O cara é cidadão

Por: SÉRGIO RENAULT

 

A não ser o impedimento de fazer campanha em atos oficiais, a legislação não diferencia o presidente do cidadão no processo eleitoral


Iniciado de fato o processo eleitoral, ainda que não oficializadas as candidaturas à Presidência da República, a disputa política anima o país e testa as nossas instituições. A Justiça Eleitoral, também ela como nunca em nosso país, será fundamental para balizar os contornos da ação dos agentes e partidos políticos. Segundo o presidente do Tribunal Superior Eleitoral, ministro Ricardo Lewandowski, a Justiça adotará o “máximo rigor” para coibir irregularidades dos políticos.

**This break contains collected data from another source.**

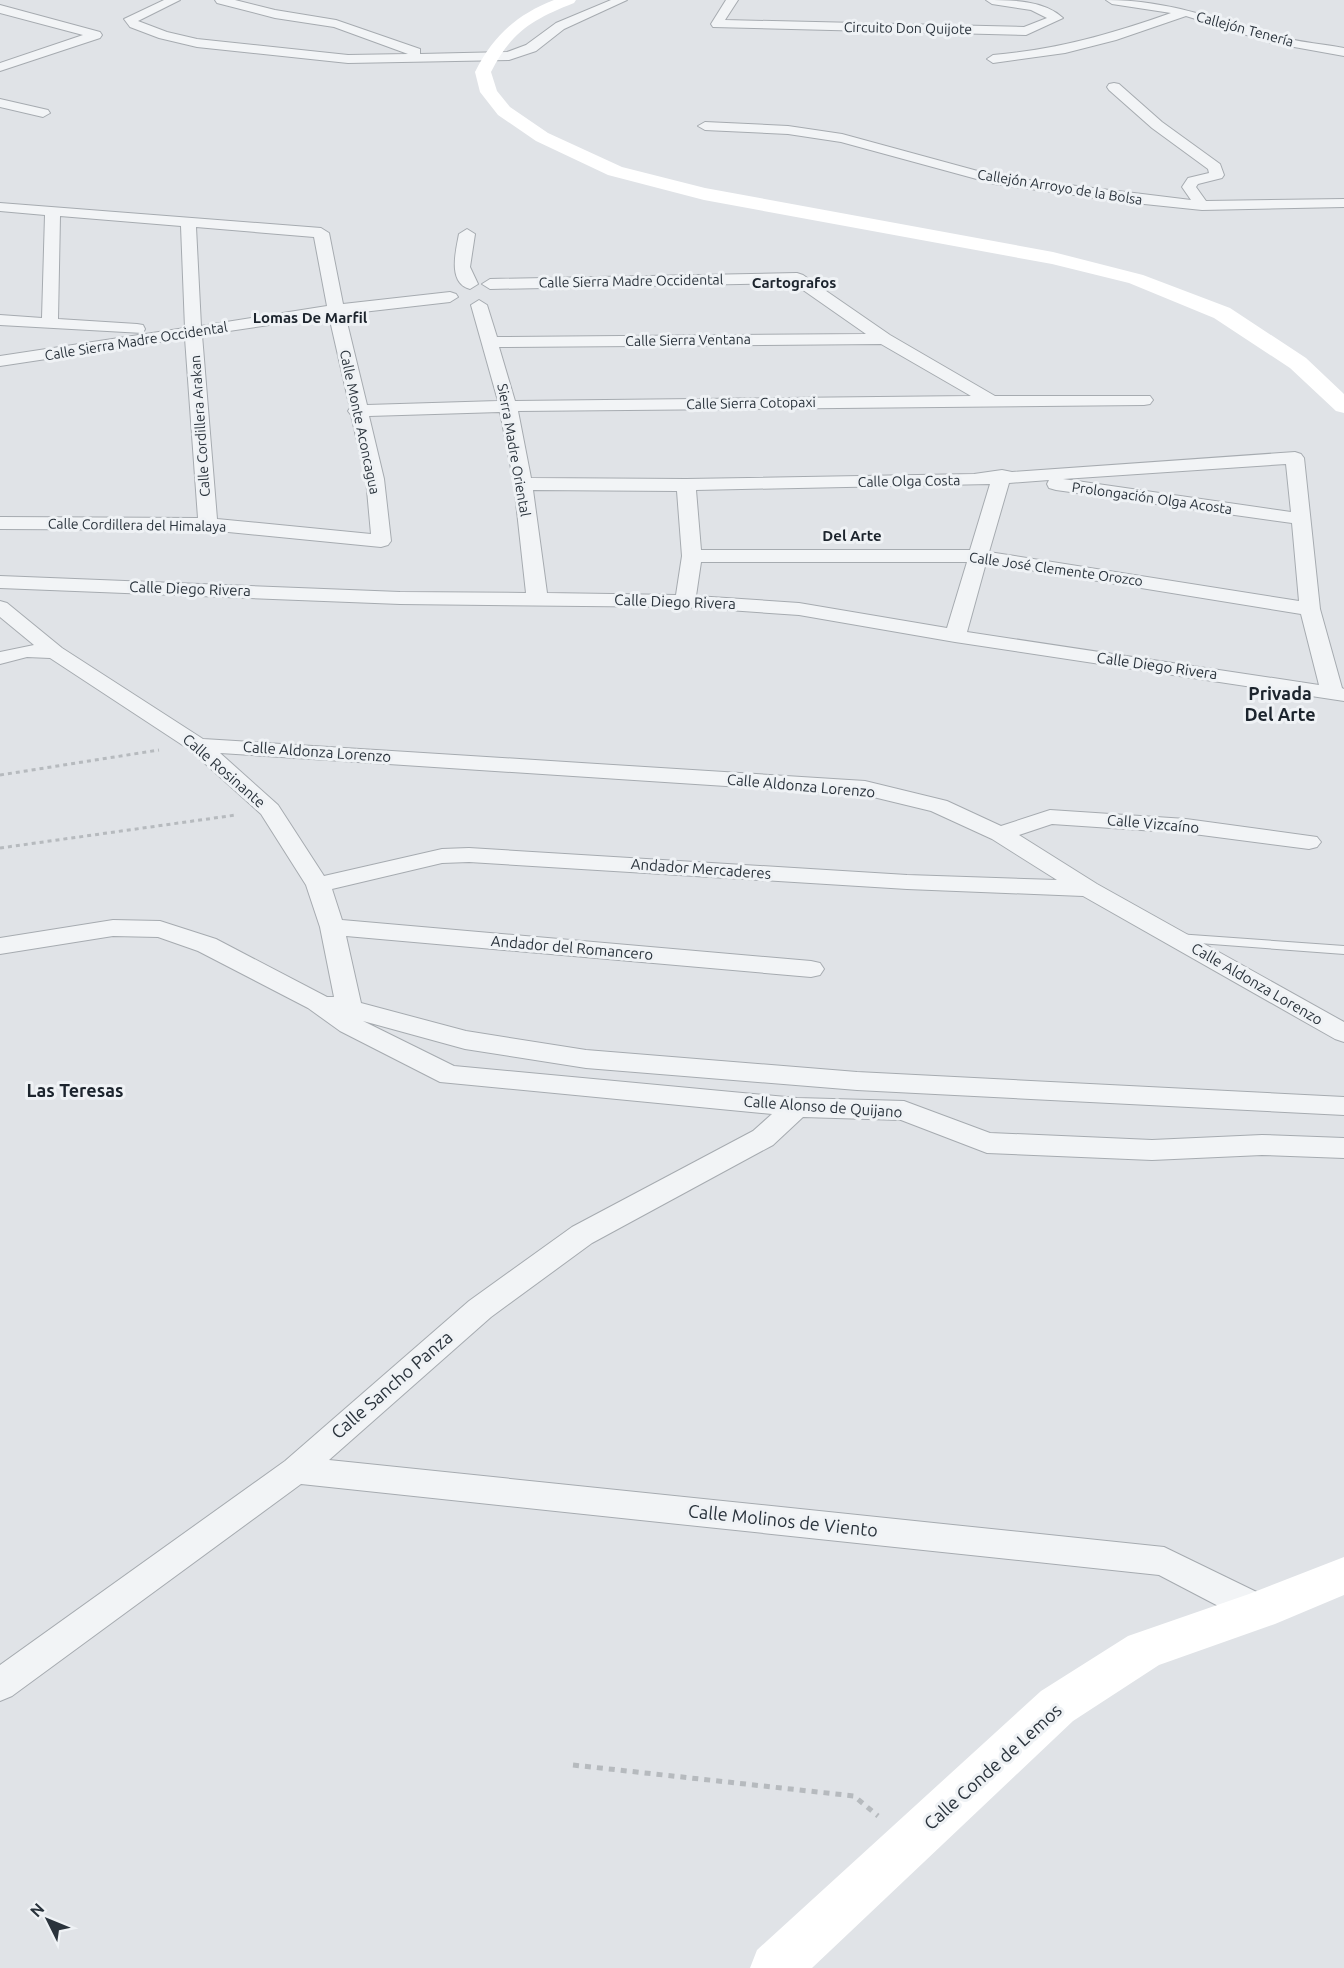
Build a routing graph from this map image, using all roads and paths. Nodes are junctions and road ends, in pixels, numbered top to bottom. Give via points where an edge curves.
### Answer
1 (174, 0) edge
2 (221, 0) edge
3 (568, 0) edge
4 (621, 0) edge
5 (732, 0) edge
6 (992, 0) edge
7 (1112, 0) edge
8 (1186, 6) edge
9 (0, 9) edge
10 (20, 15) junction
11 (0, 21) edge
12 (1344, 52) edge
13 (429, 57) junction
14 (489, 58) junction
15 (993, 59) dead end
16 (0, 67) edge
17 (1114, 87) dead end
18 (0, 103) edge
19 (43, 113) dead end
20 (705, 126) dead end
21 (1344, 203) edge
22 (1202, 206) junction
23 (0, 207) edge
24 (53, 212) junction
25 (188, 221) junction
26 (467, 234) dead end
27 (470, 284) junction
28 (490, 284) junction
29 (450, 297) junction
30 (479, 305) junction
31 (336, 310) junction
32 (0, 320) edge
33 (50, 324) junction
34 (193, 332) junction
35 (885, 339) junction
36 (491, 342) junction
37 (0, 361) edge
38 (989, 400) junction
39 (1144, 400) dead end
40 (508, 406) junction
41 (1344, 406) edge
42 (357, 411) junction
43 (1002, 476) junction
44 (523, 484) junction
45 (686, 484) junction
46 (1302, 519) junction
47 (0, 523) edge
48 (208, 524) junction
49 (381, 541) joint
50 (977, 555) junction
51 (692, 556) junction
52 (0, 582) edge
53 (537, 598) junction
54 (685, 601) junction
55 (0, 607) edge
56 (1310, 609) junction
57 (955, 636) junction
58 (55, 652) junction
59 (1, 657) edge
60 (1338, 693) edge
61 (198, 745) junction
62 (0, 775) edge
63 (270, 810) junction
64 (1000, 834) junction
65 (1309, 842) dead end
66 (0, 848) edge
67 (318, 885) junction
68 (1088, 889) junction
69 (332, 927) junction
70 (1175, 938) junction
71 (0, 946) edge
72 (1344, 950) edge
73 (811, 969) dead end
74 (349, 1017) junction
75 (1344, 1033) edge
76 (857, 1081) junction
77 (1344, 1106) edge
78 (797, 1107) junction
79 (859, 1109) junction
80 (1344, 1148) edge
81 (296, 1470) junction
82 (1344, 1576) edge
83 (1259, 1610) junction
84 (0, 1685) edge
85 (573, 1765) dead end
86 (910, 1843) junction
87 (775, 1968) edge

1 - 13 street via 130,19 163,35 197,43 348,59
2 - 13 street via 336,24
3 - 14 street via 510,28
4 - 14 street via 560,26 531,48
5 - 6 street, Circuito Don Quijote via 717,24 1026,31 1057,18 1034,7
7 - 8 street, Callejón Tenería
8 - 12 street, Callejón Tenería via 1276,40
8 - 15 street via 1109,39 1051,54
9 - 10 street
10 - 11 street
10 - 16 street via 96,35
13 - 14 street
14 - 41 street via 483,72 489,92 504,111 542,137 615,171 704,194 1053,258 1136,279 1222,313 1298,363
17 - 22 street via 1157,125 1215,167 1217,175 1193,181 1189,187
18 - 19 street
20 - 22 street, Callejón Arroyo de la Bolsa via 788,130 842,138 994,180
21 - 22 street, Callejón Arroyo de la Bolsa
23 - 24 street
24 - 25 street
24 - 33 street
25 - 31 street, Calle Monte Aconcagua via 321,233
25 - 34 street, Calle Cordillera Arakan
26 - 27 street via 463,277
27 - 28 street, Calle Sierra Madre Occidental
27 - 29 street via 453,289
28 - 30 street via 500,292 495,300
28 - 35 street, Calle Sierra Madre Occidental via 797,278
29 - 30 street via 460,304
29 - 31 street, Calle Sierra Madre Occidental
30 - 36 street, Sierra Madre Oriental
31 - 34 street, Calle Sierra Madre Occidental
31 - 42 street, Calle Monte Aconcagua
32 - 33 street
33 - 34 street
34 - 37 street, Calle Sierra Madre Occidental
34 - 48 street, Calle Cordillera Arakan
35 - 36 street, Calle Sierra Ventana
35 - 38 street, Calle Sierra Madre Occidental
36 - 40 street, Sierra Madre Oriental
38 - 39 street, Calle Sierra Cotopaxi
38 - 40 street, Calle Sierra Cotopaxi
40 - 42 street, Calle Sierra Cotopaxi
40 - 44 street, Sierra Madre Oriental
42 - 49 street, Calle Monte Aconcagua via 375,479
43 - 45 street, Calle Olga Costa via 974,480
43 - 46 street, Prolongación Olga Acosta
43 - 46 street, Calle Olga Costa via 1294,458
43 - 50 street
44 - 45 street, Calle Olga Costa
44 - 53 street, Sierra Madre Oriental
45 - 51 street
46 - 56 street
47 - 48 street, Calle Cordillera del Himalaya
48 - 49 street, Calle Cordillera del Himalaya
50 - 51 street, Calle José Clemente Orozco
50 - 56 street, Calle José Clemente Orozco
50 - 57 street
51 - 54 street
52 - 53 street, Calle Diego Rivera via 400,598
53 - 54 street, Calle Diego Rivera
54 - 57 street, Calle Diego Rivera via 799,609
55 - 58 street, Calle Rosinante
56 - 60 street
57 - 60 street, Calle Diego Rivera
58 - 59 street via 27,651
58 - 61 street, Calle Rosinante
61 - 62 path
61 - 63 street, Calle Rosinante
61 - 64 street, Calle Aldonza Lorenzo via 865,788 939,806
63 - 66 path
63 - 67 street, Calle Rosinante
64 - 65 street, Calle Vizcaíno via 1050,817 1186,826
64 - 68 street, Calle Aldonza Lorenzo
67 - 68 street, Andador Mercaderes via 442,856 470,855
67 - 69 street, Calle Rosinante
68 - 70 street, Calle Aldonza Lorenzo
69 - 73 street, Andador del Romancero
69 - 74 street, Calle Rosinante
70 - 72 lane
70 - 75 street, Calle Aldonza Lorenzo
71 - 74 street, Calle Alonso de Quijano via 113,928 160,929 207,945
74 - 76 street, Calle Alonso de Quijano via 397,1020 465,1040 586,1059
74 - 78 street, Calle Alonso de Quijano via 449,1075
76 - 77 street, Calle Alonso de Quijano
76 - 79 street
78 - 79 street, Calle Alonso de Quijano
78 - 81 street, Calle Sancho Panza via 763,1138 582,1235 535,1268 480,1309
79 - 80 street, Calle Alonso de Quijano via 904,1111 987,1143 1152,1149 1262,1145
81 - 83 street, Calle Molinos de Viento via 1164,1561
81 - 84 street, Calle Sancho Panza
82 - 83 street, Calle Conde de Lemos
83 - 86 street, Calle Conde de Lemos via 1144,1650 1057,1706
85 - 86 path via 854,1796
86 - 87 street, Calle Conde de Lemos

Não há como negar que o rigor na aplicação da legislação é bem-vindo, se preservados os direitos dos cidadãos para que não se obscureça o raro brilho que o momento eleitoral traz para a democracia. O Judiciário parece estar determinado a mudar a nossa cultura político-eleitoral, impondo limites mais restritivos à atuação dos políticos e candidatos. Embora este também seja objetivo louvável, não se pode perder de vista que a construção da democracia é processo do qual participam todos os cidadãos e instituições, cada um cumprindo o seu papel.

Na realidade, os partidos muitas vezes levam a luta política para a Justiça, cabendo a esta impedir a transferência do local dos embates, das ruas para dentro dos tribunais.

Têm sido frequentes as representações de partidos contra o que a legislação atual define como propaganda eleitoral antecipada. É que o artigo 36 da lei nº 9.504/ 97 só permite a propaganda eleitoral após o dia 5 de julho e impõe a aplicação de multa ao responsável pela divulgação da propaganda antes desse prazo. Já há diversos casos de imposição de multas e caberá, em última instância, ao TSE decidir pela manutenção ou não das penalidades. É fato que a legislação tem sido interpretada de forma mais dura no atual processo eleitoral.

O grande número de situações analisadas pelos tribunais nos pleitos passados não permite, contudo, concluir que o rigor atual decorre do maior abuso cometido no atual processo eleitoral. Sempre houve o questionamento da atuação dos políticos nesse período que antecede o momento eleitoral oficial.

Isso decorre naturalmente da circunstância de que o trimestre que a legislação destina à campanha eleitoral não impõe fora desse período “um regime de abstinência ou mutismo político ao país, como se as candidaturas devessem surgir de inopino, por força de ditados do além”, como disse certa vez, em julgamento memorável, o ministro Sepúlveda Pertence.

Embalado por índices inéditos de popularidade, o presidente Lula tem sido um dos principais alvos das representações dos partidos de oposição, que tentam impedi-lo de agir em favor de sua candidata. Mas isso faz parte do jogo eleitoral.

O cumprimento da lei e a obediência às decisões judiciais cabem naturalmente a todos os cidadãos. É bom que se diga que compete ao presidente da República portar-se da mesma forma, cumprindo os mesmos deveres e exercendo os mesmos direitos.

A não ser o impedimento de fazer campanha em atos oficiais, não há nada na legislação que diferencie o presidente do cidadão comum no processo eleitoral. Não cabe, portanto, o questionamento a respeito da legalidade de ele fazer campanha eleitoral. Obedecidos os limites estabelecidos para todos e aqueles específicos referentes aos atos oficiais, o presidente pode fazer campanha eleitoral.
Afastá-lo do processo eleitoral, como quer a oposição, seria impedi-lo de exercer direito fundamental. Pela primeira vez após a abertura democrática fora da cédula eleitoral e podendo jogar papel decisivo nas eleições, o presidente Lula não pode ser impedido de agir como cidadão.

SÉRGIO RABELLO TAMM RENAULT, 51, é advogado. Foi secretário de Reforma do Judiciário do Ministério da Justiça (2003/2004) e subchefe para Assuntos Jurídicos da Casa Civil da Presidência da República (2005/2006).